[TASK INSTRUCTIONS]
In the entries below, find each line with the word "Avenue" and return it.

[STUDY MATERIAL]
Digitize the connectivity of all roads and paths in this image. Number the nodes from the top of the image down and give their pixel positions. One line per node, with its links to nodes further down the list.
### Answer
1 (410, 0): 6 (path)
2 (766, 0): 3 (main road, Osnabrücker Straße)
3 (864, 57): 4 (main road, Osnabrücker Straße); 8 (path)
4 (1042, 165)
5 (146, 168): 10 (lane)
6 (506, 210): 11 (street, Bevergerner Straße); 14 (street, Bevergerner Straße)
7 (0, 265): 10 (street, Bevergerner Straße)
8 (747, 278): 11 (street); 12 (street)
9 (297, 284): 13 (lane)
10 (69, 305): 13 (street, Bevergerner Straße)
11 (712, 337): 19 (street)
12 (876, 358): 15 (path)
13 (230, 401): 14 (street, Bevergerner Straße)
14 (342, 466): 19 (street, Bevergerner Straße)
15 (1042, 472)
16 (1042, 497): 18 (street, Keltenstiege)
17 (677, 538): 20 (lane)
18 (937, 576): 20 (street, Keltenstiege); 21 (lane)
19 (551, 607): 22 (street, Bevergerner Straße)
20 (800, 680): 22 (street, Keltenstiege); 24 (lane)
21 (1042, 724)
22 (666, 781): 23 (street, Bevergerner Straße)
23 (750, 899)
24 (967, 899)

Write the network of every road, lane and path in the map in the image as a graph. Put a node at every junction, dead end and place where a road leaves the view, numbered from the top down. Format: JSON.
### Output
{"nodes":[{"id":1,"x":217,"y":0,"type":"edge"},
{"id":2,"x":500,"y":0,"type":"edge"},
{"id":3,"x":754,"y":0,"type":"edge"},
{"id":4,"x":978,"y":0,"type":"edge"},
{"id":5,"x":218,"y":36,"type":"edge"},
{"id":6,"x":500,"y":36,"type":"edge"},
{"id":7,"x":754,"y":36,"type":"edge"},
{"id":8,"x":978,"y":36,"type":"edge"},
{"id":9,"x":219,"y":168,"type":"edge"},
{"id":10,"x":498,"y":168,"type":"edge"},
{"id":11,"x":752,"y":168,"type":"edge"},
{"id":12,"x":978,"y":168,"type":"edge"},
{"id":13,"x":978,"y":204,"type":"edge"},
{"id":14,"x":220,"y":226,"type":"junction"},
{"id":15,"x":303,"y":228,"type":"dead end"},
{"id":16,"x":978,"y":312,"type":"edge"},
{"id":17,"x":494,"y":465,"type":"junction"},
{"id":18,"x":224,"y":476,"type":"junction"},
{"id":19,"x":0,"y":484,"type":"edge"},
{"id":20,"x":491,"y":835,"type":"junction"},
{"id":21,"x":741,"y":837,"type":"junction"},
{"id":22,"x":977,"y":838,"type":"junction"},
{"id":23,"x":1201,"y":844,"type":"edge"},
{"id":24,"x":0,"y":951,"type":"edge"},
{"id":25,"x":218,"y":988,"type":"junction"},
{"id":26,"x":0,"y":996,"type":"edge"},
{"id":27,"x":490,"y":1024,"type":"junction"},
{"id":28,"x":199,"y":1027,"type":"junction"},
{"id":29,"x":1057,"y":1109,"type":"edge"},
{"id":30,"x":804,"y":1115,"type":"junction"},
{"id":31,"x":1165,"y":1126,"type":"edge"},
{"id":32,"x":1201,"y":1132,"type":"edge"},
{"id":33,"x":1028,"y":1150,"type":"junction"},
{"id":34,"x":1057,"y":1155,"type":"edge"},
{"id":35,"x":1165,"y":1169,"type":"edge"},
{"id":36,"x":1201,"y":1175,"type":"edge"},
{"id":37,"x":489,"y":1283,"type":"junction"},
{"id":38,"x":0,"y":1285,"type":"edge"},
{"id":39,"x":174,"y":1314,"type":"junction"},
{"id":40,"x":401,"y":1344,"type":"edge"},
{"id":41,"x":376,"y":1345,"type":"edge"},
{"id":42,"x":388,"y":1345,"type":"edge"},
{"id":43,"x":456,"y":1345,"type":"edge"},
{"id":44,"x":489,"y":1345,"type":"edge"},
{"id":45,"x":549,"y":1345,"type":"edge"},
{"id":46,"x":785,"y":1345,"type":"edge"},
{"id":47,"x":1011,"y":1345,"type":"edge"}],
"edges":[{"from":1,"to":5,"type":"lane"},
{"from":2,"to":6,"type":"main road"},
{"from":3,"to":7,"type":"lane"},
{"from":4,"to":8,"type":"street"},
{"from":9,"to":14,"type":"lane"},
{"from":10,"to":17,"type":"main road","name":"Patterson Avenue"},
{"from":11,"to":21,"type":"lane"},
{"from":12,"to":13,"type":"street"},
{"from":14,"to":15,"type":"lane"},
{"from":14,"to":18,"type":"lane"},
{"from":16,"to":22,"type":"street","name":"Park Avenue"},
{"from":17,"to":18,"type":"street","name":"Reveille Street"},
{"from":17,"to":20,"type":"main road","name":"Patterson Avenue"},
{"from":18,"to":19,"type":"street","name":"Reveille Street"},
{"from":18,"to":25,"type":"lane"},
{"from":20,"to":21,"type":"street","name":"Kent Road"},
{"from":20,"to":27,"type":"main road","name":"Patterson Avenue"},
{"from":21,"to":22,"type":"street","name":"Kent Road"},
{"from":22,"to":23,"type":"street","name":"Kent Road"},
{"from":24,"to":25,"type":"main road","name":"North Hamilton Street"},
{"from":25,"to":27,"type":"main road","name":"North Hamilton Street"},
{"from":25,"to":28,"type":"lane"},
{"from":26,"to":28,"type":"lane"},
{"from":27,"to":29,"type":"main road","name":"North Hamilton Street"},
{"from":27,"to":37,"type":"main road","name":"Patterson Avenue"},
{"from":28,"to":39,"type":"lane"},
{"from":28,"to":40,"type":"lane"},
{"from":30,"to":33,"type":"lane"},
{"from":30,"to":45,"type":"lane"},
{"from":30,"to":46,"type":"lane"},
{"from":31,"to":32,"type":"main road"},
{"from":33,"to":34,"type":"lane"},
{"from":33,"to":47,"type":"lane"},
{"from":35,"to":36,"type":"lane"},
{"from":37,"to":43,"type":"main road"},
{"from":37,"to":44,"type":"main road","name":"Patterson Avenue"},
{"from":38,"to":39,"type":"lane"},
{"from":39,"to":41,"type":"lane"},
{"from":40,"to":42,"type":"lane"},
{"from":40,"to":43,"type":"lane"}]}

[ANSWER TO THIS PROBLEM]
{"from":10,"to":17,"type":"main road","name":"Patterson Avenue"},
{"from":16,"to":22,"type":"street","name":"Park Avenue"},
{"from":17,"to":20,"type":"main road","name":"Patterson Avenue"},
{"from":20,"to":27,"type":"main road","name":"Patterson Avenue"},
{"from":27,"to":37,"type":"main road","name":"Patterson Avenue"},
{"from":37,"to":44,"type":"main road","name":"Patterson Avenue"},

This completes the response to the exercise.